I love my friend’s faith. It’s a faith I’ve seen more and more of recently. A faith that’s willing to get frustrated with God, to ask God tough questions. I think when we drop the formal, unapproachable view of God, we’re able to engage our faith more. We’re able to wrestle with God.
And that’s cool. But I don’t think that’s what this story is actually about. I love hearing that our God is one we can wrestle with. But in this story, God comes to wrestle with us and I think that small distinction makes a big difference.
If you had to pick a Biblical character to name a whole nation or people after, if you were going to pick a Biblical role model, it would probably not be Jacob, son of Isaac, grandson of Abraham and Sarah. Jacob is not your ideal hero. Really, he’s a con artist.

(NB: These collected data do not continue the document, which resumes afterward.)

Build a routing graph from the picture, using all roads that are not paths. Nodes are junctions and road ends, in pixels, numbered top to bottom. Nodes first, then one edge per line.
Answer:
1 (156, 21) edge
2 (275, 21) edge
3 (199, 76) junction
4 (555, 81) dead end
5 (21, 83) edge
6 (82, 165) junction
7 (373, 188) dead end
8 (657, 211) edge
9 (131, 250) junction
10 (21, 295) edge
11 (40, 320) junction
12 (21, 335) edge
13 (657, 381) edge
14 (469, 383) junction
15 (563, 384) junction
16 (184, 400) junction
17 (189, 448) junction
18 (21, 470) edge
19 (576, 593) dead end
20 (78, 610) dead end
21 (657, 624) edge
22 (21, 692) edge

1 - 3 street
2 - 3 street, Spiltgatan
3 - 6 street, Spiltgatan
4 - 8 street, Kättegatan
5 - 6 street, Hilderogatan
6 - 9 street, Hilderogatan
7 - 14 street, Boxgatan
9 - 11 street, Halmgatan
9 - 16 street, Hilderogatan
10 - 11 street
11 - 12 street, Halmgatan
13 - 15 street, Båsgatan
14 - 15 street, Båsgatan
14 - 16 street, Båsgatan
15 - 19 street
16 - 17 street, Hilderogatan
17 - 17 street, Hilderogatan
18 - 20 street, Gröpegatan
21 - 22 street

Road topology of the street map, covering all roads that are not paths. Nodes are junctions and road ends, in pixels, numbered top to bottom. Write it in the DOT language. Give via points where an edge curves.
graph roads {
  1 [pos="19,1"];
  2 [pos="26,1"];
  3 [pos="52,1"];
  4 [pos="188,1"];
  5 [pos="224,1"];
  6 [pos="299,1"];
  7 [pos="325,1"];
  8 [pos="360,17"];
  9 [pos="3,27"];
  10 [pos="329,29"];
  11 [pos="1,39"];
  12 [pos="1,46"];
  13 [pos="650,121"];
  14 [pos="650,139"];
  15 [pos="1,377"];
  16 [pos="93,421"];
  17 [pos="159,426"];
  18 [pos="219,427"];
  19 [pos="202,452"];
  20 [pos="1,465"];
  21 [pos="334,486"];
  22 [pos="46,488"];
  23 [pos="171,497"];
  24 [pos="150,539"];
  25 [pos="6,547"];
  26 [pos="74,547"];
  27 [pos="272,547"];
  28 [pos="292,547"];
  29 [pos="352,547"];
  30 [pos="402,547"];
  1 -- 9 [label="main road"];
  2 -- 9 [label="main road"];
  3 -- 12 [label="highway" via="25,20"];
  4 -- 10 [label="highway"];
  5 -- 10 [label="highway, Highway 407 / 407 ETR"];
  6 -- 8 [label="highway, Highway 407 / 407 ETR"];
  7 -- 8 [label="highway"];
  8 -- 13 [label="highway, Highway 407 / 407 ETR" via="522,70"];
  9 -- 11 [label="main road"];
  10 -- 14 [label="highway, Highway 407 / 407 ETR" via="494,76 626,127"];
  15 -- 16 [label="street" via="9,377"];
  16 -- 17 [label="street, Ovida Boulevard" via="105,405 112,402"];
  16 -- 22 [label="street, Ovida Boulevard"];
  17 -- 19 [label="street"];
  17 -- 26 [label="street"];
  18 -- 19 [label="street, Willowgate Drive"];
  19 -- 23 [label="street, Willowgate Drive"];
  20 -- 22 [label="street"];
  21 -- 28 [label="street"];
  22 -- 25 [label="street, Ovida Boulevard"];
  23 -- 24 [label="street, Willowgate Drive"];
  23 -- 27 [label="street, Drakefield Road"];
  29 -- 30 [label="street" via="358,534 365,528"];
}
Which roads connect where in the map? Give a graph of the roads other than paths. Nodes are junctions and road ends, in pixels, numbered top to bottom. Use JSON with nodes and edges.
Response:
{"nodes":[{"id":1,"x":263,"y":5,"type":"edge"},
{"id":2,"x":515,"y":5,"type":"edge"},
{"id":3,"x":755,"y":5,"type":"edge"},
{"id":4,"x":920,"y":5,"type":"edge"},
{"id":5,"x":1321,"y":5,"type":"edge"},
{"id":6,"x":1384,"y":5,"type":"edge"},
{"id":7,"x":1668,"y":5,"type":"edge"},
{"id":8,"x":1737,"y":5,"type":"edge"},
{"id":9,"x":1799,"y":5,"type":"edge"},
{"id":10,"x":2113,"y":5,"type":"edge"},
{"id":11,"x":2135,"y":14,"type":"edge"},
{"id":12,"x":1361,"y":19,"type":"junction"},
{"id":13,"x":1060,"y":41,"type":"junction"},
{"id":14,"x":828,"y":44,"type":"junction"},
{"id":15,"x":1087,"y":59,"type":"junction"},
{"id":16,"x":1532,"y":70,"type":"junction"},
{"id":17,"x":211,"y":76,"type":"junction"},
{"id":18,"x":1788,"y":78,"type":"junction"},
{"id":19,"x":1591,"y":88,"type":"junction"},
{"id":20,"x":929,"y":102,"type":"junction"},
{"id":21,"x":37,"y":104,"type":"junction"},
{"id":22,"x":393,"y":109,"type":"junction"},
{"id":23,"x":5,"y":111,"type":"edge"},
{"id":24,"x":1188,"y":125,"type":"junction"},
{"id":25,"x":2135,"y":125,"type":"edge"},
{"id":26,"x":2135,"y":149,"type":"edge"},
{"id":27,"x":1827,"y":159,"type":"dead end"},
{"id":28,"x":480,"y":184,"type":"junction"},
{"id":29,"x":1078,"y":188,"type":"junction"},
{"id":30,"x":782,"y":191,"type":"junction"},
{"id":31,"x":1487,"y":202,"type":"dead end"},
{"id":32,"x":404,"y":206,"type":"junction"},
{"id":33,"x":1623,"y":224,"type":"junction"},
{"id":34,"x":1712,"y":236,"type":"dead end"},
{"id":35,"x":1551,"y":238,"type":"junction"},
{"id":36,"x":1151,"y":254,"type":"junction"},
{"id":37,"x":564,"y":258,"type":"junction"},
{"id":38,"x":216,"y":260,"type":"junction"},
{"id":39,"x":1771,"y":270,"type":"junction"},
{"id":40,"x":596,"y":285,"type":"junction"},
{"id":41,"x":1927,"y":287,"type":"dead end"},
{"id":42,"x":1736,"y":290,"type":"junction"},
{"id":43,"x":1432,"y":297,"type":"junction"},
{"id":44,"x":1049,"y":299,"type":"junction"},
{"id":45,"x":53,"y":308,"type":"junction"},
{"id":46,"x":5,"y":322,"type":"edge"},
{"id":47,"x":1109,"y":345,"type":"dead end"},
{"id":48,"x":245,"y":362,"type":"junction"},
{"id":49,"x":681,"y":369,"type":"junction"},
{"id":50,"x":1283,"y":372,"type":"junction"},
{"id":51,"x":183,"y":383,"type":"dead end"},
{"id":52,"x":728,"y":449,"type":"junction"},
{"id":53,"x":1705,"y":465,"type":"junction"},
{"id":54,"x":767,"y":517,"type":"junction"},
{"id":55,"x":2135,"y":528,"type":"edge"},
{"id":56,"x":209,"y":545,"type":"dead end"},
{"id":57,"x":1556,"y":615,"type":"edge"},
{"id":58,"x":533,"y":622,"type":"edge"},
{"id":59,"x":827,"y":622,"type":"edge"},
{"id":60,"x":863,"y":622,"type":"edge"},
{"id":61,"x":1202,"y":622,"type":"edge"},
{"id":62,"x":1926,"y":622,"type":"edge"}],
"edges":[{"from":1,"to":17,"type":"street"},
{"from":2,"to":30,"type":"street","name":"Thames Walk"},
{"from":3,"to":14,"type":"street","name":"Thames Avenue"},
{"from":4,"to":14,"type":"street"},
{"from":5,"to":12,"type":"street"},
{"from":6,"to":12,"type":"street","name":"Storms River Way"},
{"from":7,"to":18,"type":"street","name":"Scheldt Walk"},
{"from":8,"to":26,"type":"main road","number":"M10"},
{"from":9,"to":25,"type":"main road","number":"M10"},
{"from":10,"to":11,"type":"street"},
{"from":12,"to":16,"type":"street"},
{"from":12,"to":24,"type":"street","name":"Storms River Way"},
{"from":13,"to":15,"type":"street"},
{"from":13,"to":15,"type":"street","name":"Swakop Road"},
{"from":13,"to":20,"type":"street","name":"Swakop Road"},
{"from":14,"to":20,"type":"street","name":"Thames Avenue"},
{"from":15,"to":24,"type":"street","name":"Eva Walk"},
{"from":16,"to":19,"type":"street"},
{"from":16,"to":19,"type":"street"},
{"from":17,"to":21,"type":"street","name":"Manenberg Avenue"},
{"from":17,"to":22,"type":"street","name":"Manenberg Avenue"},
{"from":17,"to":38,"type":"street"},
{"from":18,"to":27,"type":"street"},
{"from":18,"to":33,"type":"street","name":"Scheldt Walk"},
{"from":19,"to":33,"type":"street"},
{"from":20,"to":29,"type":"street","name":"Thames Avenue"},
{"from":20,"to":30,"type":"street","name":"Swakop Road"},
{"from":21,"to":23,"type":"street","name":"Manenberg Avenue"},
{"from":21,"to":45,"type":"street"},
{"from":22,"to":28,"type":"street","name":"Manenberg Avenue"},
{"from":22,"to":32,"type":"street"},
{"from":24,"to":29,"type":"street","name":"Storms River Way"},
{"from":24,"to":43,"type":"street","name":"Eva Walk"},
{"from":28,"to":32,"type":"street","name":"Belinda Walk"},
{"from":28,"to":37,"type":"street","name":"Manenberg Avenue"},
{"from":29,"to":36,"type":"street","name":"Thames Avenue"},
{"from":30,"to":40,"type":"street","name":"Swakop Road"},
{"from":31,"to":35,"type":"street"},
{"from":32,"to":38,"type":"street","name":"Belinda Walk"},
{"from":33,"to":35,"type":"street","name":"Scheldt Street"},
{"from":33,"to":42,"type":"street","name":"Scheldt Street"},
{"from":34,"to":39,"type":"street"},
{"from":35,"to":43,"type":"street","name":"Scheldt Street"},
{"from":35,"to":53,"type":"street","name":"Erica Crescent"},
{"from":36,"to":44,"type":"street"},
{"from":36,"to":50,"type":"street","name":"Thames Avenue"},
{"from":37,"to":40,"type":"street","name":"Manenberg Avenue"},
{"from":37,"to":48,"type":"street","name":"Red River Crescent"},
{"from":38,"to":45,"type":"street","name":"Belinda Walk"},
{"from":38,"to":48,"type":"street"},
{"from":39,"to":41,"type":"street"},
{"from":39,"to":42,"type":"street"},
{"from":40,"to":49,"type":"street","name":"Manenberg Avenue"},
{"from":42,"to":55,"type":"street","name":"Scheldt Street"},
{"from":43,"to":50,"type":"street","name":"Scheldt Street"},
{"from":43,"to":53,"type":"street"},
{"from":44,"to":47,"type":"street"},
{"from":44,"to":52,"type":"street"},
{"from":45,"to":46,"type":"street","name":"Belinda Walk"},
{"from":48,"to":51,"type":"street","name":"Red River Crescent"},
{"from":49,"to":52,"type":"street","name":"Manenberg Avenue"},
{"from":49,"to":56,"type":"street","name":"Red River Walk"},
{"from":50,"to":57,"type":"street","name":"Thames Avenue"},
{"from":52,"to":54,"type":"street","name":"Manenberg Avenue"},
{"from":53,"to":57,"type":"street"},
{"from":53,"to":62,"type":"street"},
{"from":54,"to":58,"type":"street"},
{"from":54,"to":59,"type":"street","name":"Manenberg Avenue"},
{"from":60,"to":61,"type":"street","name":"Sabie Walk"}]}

About Jacob: He has a twin brother, Esau. Esau is technically the older of the two, and so his birthright was to get a special blessing from his father, not to mention a double portion of the inheritance when the time came. But Jacob, with the help of his mother and through some of his own cunning, steals Esau’s blessing from their ailing father, Isaac. And once given, that blessing cannot be taken back.
Esau is furious. He vows to kill Jacob, who runs away to a foreign land. Now, if the Bible were a nice moral story, Jacob would fall on hard times, and suffer in his exile. But the Bible isn’t a neat and tidy morality tale. Instead, Jacob prospers. He marries two women, has at least thirteen children, and is happy. He even gets a special blessing from God while sleeping on a rock one night. Later, he cons his father-in-law out of a lot of wealth, and off he goes back to his homeland, happy as a lark.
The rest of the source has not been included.